Extracted material Block Start

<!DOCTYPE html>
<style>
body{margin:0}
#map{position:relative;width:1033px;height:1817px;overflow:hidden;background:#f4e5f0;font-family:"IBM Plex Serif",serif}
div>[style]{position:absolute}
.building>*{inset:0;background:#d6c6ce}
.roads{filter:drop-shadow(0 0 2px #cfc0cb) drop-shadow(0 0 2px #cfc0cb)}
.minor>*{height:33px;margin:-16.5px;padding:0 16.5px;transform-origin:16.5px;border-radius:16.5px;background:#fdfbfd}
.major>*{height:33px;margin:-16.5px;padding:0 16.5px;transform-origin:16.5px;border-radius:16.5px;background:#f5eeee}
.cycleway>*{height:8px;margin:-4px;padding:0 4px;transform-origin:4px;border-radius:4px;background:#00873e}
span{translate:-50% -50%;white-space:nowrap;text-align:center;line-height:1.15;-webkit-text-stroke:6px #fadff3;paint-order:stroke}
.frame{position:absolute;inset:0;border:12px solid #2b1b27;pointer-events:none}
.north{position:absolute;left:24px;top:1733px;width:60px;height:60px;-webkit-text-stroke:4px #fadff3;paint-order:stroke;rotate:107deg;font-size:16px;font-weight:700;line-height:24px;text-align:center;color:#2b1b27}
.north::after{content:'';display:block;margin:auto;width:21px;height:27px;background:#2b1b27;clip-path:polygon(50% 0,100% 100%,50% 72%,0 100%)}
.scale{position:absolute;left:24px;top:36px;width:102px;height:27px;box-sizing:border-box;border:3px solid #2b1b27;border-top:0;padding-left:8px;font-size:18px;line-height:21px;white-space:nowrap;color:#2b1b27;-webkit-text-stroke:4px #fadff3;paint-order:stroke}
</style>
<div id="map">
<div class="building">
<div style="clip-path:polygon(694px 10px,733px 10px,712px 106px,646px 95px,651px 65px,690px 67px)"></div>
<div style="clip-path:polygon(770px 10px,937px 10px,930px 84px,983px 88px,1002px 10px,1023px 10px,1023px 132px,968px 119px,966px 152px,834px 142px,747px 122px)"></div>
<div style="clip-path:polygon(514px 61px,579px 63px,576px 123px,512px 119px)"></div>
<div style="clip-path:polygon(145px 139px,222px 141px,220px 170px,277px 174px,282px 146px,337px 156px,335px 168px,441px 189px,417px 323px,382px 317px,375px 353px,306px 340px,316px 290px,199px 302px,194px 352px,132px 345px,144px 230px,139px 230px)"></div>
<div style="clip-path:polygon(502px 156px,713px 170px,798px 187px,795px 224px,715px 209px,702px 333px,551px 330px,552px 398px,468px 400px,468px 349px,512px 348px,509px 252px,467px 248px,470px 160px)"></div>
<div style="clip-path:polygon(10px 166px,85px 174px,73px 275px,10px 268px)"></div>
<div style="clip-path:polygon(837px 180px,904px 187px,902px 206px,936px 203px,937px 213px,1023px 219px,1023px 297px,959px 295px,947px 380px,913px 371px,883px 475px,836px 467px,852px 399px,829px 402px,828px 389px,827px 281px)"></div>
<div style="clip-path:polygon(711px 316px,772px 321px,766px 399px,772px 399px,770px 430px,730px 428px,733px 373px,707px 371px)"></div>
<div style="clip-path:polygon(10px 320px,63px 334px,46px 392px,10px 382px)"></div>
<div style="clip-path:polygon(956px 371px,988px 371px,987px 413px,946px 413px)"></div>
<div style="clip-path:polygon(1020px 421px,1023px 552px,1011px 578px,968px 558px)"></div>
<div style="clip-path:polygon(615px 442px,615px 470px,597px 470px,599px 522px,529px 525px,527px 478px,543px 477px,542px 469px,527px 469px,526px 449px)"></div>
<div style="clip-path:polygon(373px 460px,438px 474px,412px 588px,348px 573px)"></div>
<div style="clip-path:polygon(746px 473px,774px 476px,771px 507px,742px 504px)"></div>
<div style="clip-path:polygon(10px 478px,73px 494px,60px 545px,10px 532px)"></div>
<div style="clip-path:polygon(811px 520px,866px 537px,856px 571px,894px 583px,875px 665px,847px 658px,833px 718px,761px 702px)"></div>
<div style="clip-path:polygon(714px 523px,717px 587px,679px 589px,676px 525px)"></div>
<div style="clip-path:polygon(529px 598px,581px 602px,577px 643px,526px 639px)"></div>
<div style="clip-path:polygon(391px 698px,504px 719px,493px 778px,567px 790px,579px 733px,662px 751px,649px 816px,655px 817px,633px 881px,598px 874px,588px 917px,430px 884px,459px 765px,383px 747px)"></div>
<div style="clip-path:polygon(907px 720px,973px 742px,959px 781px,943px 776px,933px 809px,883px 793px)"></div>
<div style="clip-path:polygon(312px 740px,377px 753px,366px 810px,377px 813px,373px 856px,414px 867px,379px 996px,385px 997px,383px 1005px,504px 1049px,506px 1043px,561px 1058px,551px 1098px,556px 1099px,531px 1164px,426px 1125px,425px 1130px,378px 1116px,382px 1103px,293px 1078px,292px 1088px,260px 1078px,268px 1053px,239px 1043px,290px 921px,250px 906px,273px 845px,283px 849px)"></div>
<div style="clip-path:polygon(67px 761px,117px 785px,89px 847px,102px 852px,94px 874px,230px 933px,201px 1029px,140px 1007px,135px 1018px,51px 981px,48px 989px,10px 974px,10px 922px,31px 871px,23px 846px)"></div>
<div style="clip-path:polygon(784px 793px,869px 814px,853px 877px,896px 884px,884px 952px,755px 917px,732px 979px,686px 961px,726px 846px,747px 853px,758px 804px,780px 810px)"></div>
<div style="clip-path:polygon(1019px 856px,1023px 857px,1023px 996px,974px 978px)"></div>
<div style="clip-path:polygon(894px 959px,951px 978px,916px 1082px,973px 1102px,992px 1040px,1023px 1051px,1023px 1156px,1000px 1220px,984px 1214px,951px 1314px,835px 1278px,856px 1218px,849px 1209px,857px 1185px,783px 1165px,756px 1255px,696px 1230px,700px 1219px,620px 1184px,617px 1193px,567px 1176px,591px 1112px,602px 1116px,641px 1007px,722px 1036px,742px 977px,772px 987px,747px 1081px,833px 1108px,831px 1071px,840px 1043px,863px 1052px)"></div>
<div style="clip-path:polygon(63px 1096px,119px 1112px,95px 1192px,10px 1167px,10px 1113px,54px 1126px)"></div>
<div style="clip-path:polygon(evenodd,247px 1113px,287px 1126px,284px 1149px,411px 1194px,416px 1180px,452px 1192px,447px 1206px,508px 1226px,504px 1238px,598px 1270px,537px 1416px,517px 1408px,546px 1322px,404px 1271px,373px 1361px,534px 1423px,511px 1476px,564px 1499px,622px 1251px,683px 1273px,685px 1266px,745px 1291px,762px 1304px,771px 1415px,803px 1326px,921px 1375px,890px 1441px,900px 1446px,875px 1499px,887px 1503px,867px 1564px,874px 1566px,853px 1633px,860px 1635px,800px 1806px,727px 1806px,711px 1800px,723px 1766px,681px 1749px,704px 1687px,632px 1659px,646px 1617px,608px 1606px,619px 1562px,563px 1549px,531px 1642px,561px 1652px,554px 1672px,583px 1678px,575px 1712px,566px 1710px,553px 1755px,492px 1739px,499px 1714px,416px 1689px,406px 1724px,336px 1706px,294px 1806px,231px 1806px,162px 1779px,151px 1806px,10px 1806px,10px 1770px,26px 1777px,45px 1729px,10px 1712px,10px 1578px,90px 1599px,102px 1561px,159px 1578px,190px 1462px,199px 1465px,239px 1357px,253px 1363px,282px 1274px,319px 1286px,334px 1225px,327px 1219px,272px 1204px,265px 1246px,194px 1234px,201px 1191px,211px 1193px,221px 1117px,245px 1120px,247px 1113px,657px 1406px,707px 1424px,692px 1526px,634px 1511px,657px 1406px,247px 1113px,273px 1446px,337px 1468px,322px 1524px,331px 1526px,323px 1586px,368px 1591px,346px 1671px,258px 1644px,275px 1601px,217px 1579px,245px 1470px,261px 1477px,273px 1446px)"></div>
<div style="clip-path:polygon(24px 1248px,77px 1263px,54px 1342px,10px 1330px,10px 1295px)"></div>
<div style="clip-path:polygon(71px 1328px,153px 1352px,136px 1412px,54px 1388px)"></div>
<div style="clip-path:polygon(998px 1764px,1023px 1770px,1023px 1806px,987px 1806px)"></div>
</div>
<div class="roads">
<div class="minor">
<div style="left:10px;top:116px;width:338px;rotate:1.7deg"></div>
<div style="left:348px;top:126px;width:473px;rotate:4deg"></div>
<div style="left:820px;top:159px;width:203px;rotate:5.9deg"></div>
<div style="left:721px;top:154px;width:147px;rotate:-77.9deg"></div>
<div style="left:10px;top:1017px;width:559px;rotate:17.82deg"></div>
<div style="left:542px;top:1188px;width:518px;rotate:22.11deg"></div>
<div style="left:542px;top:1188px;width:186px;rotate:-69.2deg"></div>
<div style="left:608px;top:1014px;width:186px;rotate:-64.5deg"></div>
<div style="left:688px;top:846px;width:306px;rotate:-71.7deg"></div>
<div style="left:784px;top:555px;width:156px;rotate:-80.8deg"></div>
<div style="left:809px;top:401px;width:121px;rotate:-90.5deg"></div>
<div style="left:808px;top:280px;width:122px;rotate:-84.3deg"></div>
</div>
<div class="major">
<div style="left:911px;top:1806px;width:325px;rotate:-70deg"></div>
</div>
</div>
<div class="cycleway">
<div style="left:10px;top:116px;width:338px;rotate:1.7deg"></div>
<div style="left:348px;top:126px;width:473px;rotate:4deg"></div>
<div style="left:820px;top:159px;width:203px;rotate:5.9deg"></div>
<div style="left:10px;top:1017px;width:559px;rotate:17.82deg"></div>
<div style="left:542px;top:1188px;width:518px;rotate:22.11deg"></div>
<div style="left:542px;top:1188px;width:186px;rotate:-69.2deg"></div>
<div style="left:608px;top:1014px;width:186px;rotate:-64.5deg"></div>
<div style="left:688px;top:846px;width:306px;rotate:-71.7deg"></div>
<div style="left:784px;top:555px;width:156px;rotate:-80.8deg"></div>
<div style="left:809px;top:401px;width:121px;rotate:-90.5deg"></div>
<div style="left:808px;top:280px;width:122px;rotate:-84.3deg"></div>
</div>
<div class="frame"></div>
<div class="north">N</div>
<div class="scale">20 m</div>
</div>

Extracted material Block End

▶ **Activity**
Search the data for the string "white" and copy every line where it appears.

▶ **Task answer**
span{translate:-50% -50%;white-space:nowrap;text-align:center;line-height:1.15;-webkit-text-stroke:6px #fadff3;paint-order:stroke}
.scale{position:absolute;left:24px;top:36px;width:102px;height:27px;box-sizing:border-box;border:3px solid #2b1b27;border-top:0;padding-left:8px;font-size:18px;line-height:21px;white-space:nowrap;color:#2b1b27;-webkit-text-stroke:4px #fadff3;paint-order:stroke}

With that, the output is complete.